======== DATA PROVIDED ========

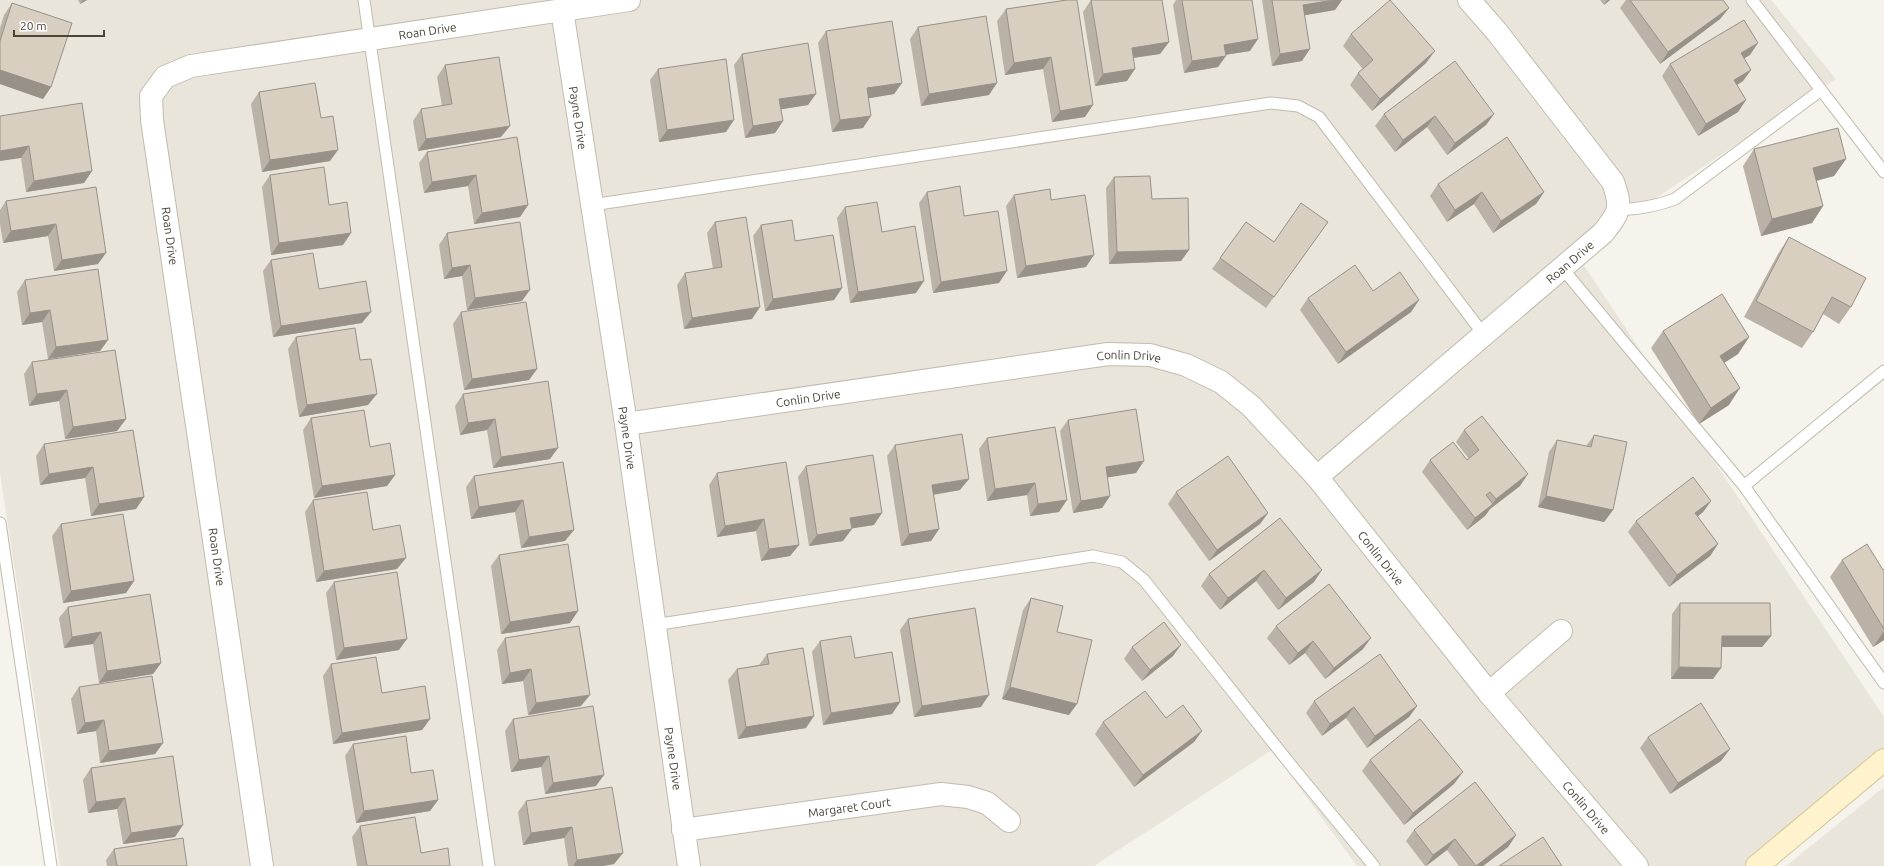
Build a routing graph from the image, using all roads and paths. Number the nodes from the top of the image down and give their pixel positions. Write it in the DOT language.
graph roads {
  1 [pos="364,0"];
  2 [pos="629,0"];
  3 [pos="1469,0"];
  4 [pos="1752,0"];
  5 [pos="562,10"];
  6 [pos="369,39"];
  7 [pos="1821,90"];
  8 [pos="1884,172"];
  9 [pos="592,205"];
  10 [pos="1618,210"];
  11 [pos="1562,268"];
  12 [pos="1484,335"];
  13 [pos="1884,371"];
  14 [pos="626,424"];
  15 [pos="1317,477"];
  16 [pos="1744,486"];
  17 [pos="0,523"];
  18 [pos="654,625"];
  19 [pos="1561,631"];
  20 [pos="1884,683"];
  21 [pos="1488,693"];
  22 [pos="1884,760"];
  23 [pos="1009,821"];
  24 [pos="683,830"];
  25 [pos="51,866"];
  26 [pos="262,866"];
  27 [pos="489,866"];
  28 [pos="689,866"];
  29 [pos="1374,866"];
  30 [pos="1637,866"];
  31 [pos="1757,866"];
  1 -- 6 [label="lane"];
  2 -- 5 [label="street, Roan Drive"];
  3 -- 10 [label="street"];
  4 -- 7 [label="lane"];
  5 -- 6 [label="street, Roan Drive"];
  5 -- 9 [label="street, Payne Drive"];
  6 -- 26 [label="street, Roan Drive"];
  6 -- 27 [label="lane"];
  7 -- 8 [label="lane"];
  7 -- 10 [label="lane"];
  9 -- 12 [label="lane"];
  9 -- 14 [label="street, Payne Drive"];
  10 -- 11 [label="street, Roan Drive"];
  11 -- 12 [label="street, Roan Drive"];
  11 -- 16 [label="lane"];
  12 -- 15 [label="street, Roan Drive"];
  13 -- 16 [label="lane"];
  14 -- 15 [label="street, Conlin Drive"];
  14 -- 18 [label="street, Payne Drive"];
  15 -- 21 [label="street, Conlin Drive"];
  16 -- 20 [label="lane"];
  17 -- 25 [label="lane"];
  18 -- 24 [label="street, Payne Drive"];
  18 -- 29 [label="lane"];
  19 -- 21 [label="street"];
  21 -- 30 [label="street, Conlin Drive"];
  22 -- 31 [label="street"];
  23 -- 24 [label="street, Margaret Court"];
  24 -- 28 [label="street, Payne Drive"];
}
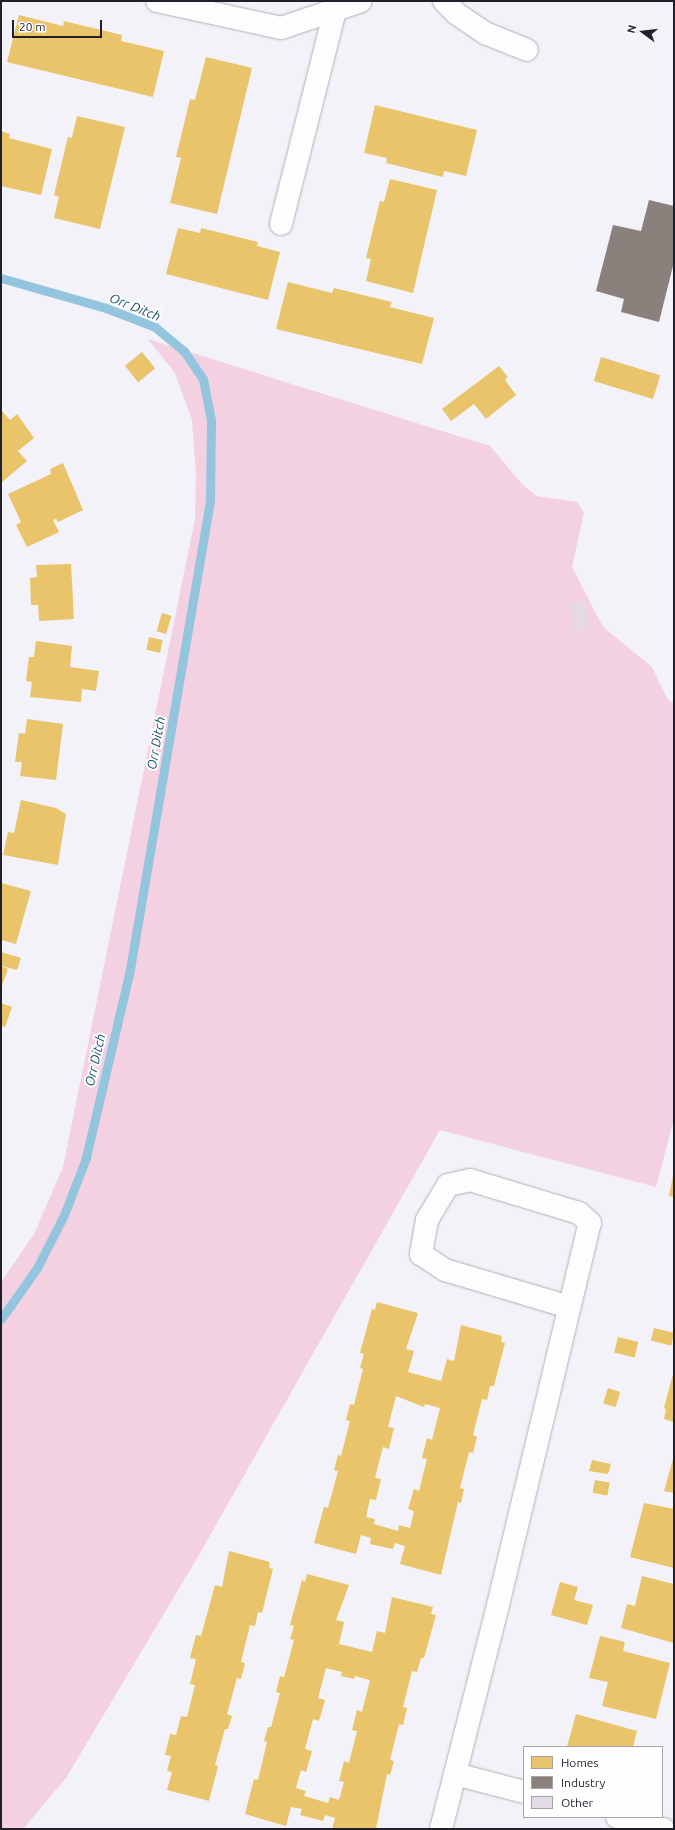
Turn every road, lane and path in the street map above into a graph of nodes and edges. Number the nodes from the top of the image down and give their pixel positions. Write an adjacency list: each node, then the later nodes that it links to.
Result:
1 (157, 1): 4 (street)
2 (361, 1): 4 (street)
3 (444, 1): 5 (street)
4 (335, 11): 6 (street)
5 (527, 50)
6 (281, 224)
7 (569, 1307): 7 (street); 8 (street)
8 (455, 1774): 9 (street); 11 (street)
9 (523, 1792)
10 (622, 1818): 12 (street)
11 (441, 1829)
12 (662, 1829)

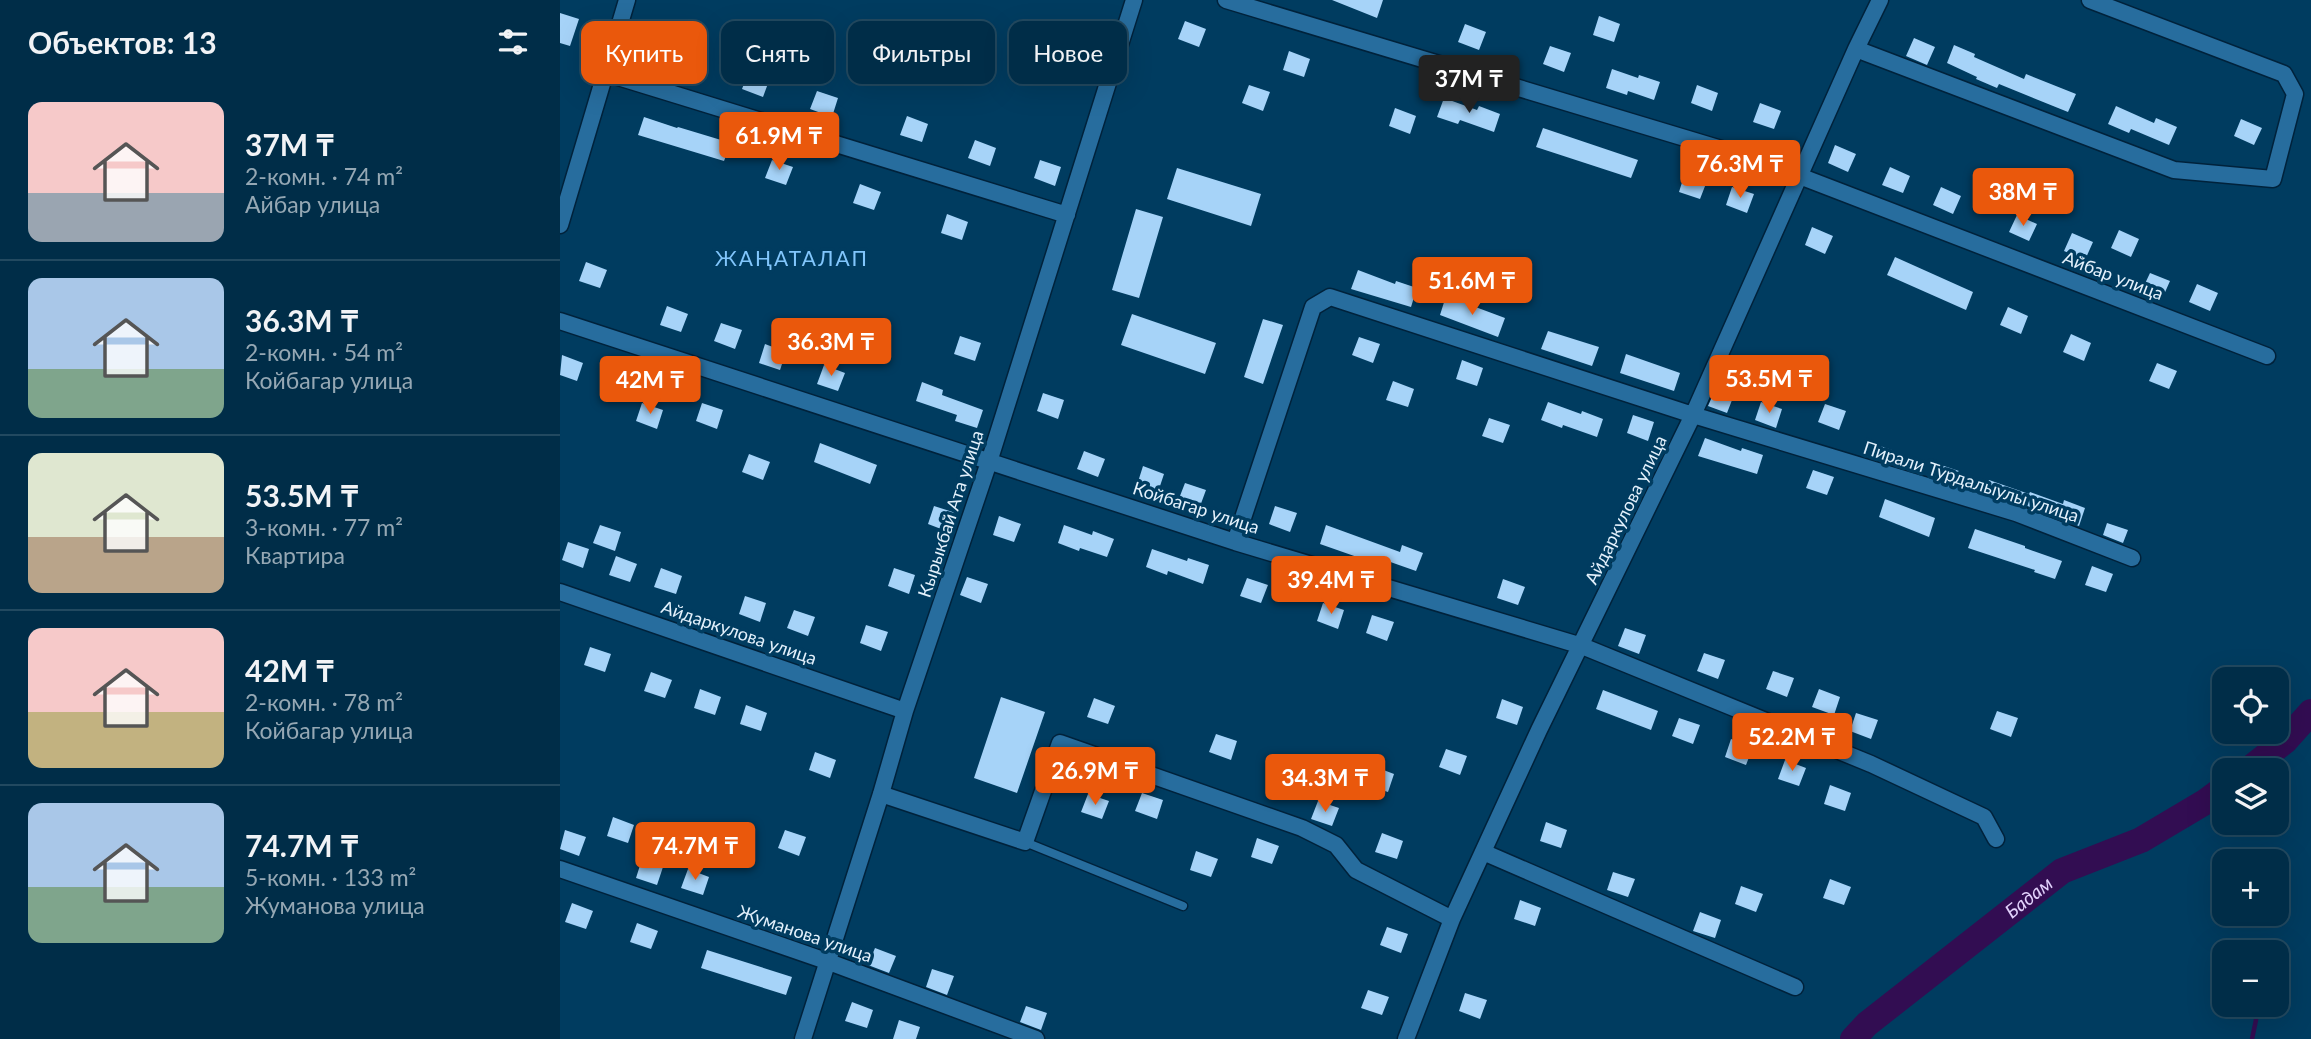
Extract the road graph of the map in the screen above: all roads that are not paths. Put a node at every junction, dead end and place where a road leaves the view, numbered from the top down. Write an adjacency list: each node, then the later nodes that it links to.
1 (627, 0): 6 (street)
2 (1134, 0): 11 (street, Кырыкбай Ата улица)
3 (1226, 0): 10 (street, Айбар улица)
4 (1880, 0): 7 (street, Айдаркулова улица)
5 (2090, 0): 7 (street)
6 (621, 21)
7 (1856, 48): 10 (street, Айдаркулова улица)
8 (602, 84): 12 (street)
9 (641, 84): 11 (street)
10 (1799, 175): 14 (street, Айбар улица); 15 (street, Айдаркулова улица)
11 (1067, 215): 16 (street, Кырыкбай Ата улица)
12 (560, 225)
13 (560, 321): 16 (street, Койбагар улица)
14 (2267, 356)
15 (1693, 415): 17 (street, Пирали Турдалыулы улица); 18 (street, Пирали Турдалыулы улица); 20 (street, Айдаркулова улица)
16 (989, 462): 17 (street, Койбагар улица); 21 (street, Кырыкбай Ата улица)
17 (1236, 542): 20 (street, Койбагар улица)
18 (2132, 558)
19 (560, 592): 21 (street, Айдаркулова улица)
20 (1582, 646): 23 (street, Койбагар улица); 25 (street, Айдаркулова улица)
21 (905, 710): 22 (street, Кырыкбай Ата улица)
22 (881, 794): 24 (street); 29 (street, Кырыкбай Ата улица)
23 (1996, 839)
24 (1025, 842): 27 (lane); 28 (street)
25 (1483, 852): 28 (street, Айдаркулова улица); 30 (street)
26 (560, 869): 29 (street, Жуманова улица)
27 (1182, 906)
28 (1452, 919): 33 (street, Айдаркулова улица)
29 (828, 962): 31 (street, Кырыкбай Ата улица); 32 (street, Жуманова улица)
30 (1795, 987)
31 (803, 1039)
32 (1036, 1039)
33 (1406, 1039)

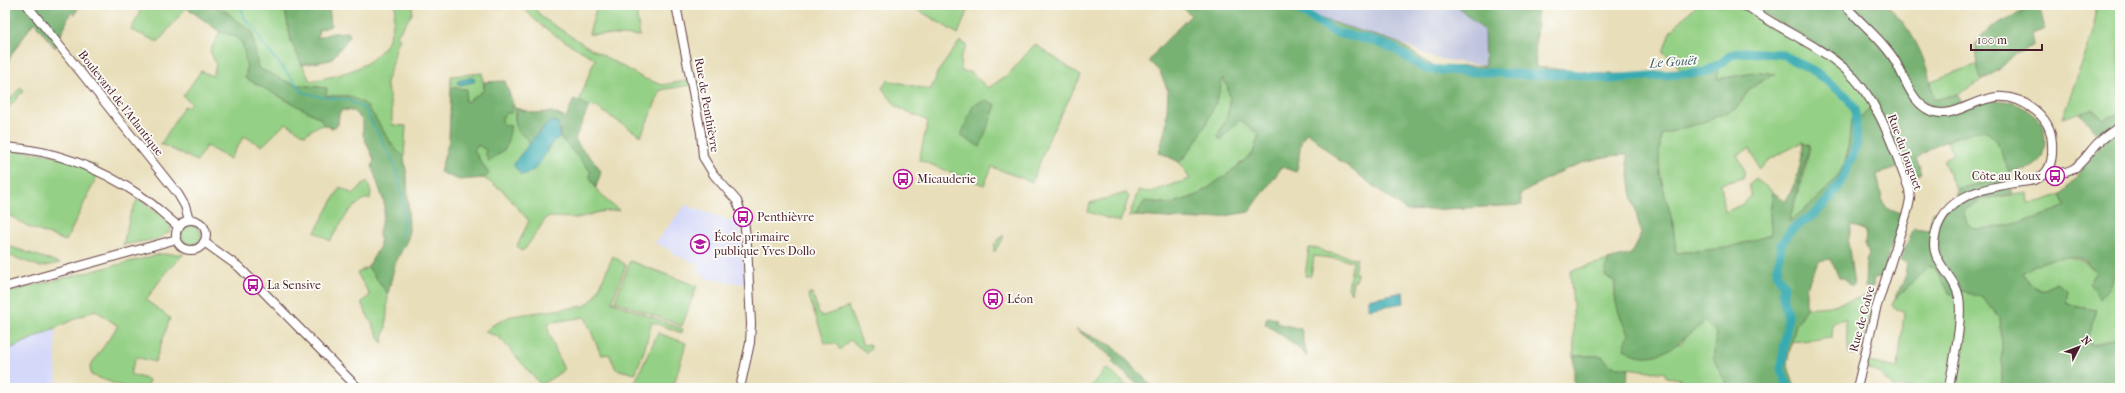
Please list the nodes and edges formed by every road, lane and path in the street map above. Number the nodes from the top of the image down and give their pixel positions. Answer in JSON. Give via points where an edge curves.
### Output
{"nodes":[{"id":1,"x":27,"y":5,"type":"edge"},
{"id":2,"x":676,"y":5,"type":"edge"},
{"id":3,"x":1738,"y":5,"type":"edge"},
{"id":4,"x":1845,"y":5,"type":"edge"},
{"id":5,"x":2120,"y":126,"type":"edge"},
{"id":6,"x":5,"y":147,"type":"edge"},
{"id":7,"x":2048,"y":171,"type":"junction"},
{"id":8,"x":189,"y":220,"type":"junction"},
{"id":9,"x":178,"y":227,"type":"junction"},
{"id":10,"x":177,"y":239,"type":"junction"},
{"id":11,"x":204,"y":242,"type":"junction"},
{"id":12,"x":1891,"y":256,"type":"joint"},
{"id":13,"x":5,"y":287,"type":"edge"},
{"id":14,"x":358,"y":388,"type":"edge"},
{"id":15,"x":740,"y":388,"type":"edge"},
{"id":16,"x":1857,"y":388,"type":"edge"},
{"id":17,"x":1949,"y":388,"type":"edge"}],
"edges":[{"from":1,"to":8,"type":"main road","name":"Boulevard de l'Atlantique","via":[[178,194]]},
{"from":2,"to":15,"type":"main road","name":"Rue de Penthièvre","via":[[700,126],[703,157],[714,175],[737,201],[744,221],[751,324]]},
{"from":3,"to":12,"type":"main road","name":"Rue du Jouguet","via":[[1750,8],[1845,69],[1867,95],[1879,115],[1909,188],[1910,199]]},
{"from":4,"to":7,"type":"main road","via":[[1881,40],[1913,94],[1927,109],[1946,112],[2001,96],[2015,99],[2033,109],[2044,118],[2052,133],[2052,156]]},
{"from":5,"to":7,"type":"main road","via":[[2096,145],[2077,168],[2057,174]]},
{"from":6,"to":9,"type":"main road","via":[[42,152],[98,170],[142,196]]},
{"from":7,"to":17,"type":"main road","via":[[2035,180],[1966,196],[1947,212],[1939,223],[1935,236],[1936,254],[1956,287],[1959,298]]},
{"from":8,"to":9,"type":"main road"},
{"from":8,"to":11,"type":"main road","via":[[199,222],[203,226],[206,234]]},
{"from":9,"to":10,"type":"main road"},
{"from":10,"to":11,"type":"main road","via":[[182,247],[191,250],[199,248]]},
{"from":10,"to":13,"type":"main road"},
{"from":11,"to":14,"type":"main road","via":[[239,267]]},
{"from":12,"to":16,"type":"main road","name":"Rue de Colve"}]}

========

YOUR TASK>
Show the lines of the entries that include the string "Айдаркулова", copying each in full.

RESPONSE>
4 (1880, 0): 7 (street, Айдаркулова улица)
7 (1856, 48): 10 (street, Айдаркулова улица)
10 (1799, 175): 14 (street, Айбар улица); 15 (street, Айдаркулова улица)
15 (1693, 415): 17 (street, Пирали Турдалыулы улица); 18 (street, Пирали Турдалыулы улица); 20 (street, Айдаркулова улица)
19 (560, 592): 21 (street, Айдаркулова улица)
20 (1582, 646): 23 (street, Койбагар улица); 25 (street, Айдаркулова улица)
25 (1483, 852): 28 (street, Айдаркулова улица); 30 (street)
28 (1452, 919): 33 (street, Айдаркулова улица)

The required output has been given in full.